Du zeigtest wegen seiner Weichheit und Unterwürfigkeit Verachtung für Zheng Ha bis ich Dir erzählte, dass er Gewalt über den ganzen Haushalt hatte und nur für mich verantwortlich war. Seine Fügsamkeit war aus Weisheit geboren, aus dem Wissen heraus, dass Passivität am Hof oft Langlebigkeit bedeutete. Er bediente mich seit langer, langer Zeit und ich hätte ihm mein Leben anvertraut. Ich versuchte Dir nun schon so lange beizubringen, dass solche Nachgiebigkeit auch eine Quelle der Macht sein kann.
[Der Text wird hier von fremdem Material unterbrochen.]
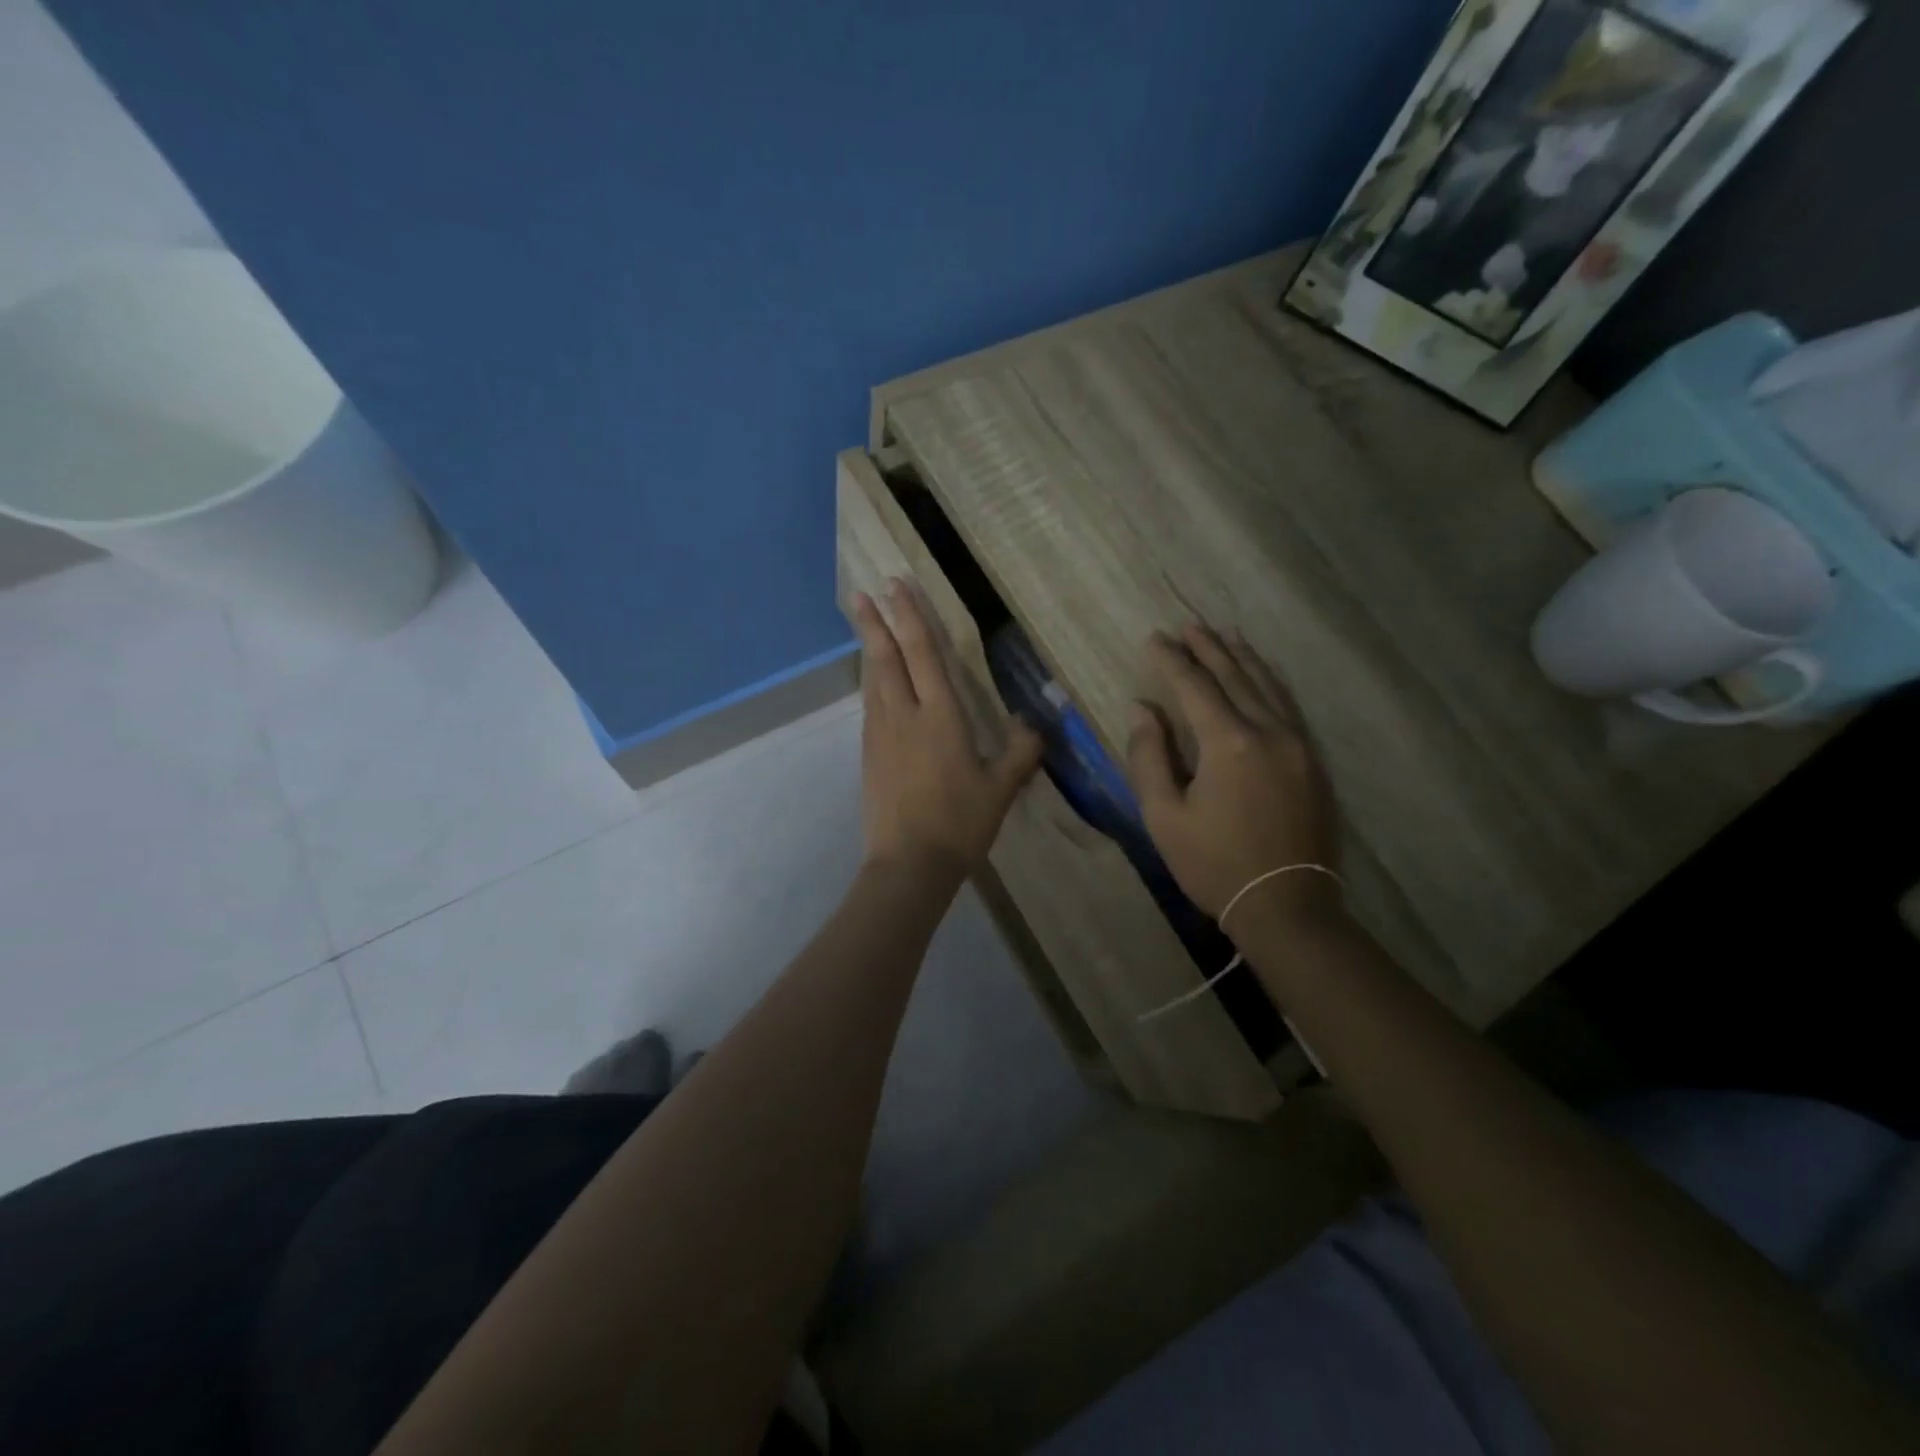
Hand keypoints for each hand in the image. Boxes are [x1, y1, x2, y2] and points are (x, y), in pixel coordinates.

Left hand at [853, 580, 1043, 880]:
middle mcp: (905, 716)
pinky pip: (870, 705)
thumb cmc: (959, 824)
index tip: (895, 586)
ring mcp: (881, 734)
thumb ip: (1020, 752)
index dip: (910, 617)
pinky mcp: (869, 754)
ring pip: (873, 680)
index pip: (924, 655)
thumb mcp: (1001, 789)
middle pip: (887, 659)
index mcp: (941, 717)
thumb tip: (1034, 722)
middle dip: (876, 622)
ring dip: (869, 648)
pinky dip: (871, 681)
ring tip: (865, 623)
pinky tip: (873, 680)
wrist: (909, 864)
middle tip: (862, 592)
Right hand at [1126, 625, 1340, 927]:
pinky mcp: (1313, 762)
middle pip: (1235, 676)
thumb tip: (1142, 708)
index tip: (1154, 638)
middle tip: (1187, 626)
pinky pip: (1288, 706)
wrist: (1285, 905)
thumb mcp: (1164, 815)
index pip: (1195, 687)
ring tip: (1224, 636)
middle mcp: (1268, 731)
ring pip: (1268, 686)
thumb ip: (1149, 755)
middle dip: (1208, 648)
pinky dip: (1268, 683)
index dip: (1171, 661)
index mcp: (1228, 743)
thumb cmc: (1213, 863)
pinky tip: (1260, 677)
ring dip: (1242, 658)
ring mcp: (1298, 745)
Aber Härte war Deine Art und Dein Wesen, Xena, und das zeigte sich in allen Deinen Taten.
Erinnerst Du Dich an unser kleines Spiel, das Zerschmettern von Flaschen auf der Terrasse? Die Morgensonne ergoß sich von Osten, füllte den Raum mit Verheißung und Du warst neulich so von Ehrfurcht für alles erfüllt dass Du still wurdest und ich dachte es wäre an der Zeit Dir zu zeigen, was Stille vermag.
Du dachtest, ich hätte die Flasche mit reiner Willenskraft zerbrochen, mit Gewalt. Aber es verhielt sich genau umgekehrt. Es war kiung , was ich um das Gefäß aufbaute, die Leere, die die die Flasche dazu veranlasste, sich selbst zu zertrümmern, mit ihrer eigenen Energie. "Bring' mir das bei", sagtest Du, so blutrünstig dass ich lachen musste. Du warfst Deinen Willen mit solch einer Wildheit auf den Gegenstand, dass es war wie in einer Schlacht. Du warst noch immer im Krieg.
"Die Welt ist getrieben von Wollen", sagte ich und ermahnte Dich:" höre auf zu wollen, zu begehren, zu hassen. Andere zu überwinden bedeutet Macht. Sich selbst zu überwinden heißt das Tao zu kennen."
Aber es war zu früh. Du konntest Dich noch nicht beherrschen, Deinen Willen beruhigen. Es gab Zeiten in denen Dein Wollen so rasend war, dass ich Deinen jeweiligen Aufenthalt im Haus erspüren konnte. Dein Wille streifte mit Dir umher, grollend und gefräßig wie ein Tiger. Ich fühlte das und es zerstörte meinen Frieden, inspirierte aber auch meine Poesie. Während ich Dich und Deine Irrtümer betrachtete, lernte ich die Welt zu verstehen und schrieb in mein Großes Buch:
Der Himmel ist ewig und die Erde ist sehr alt.
Warum? Weil die Welt nicht für sich selbst besteht.
Der Weise beschließt, der letzte zu sein und so wird er der erste von allen.
Sich selbst verleugnend findet der Weise Erfüllung in Selbstlosigkeit.
Ich sagte das zu Dir aber es schien lange, so furchtbar lange zu dauern bis Du zu hören schienst.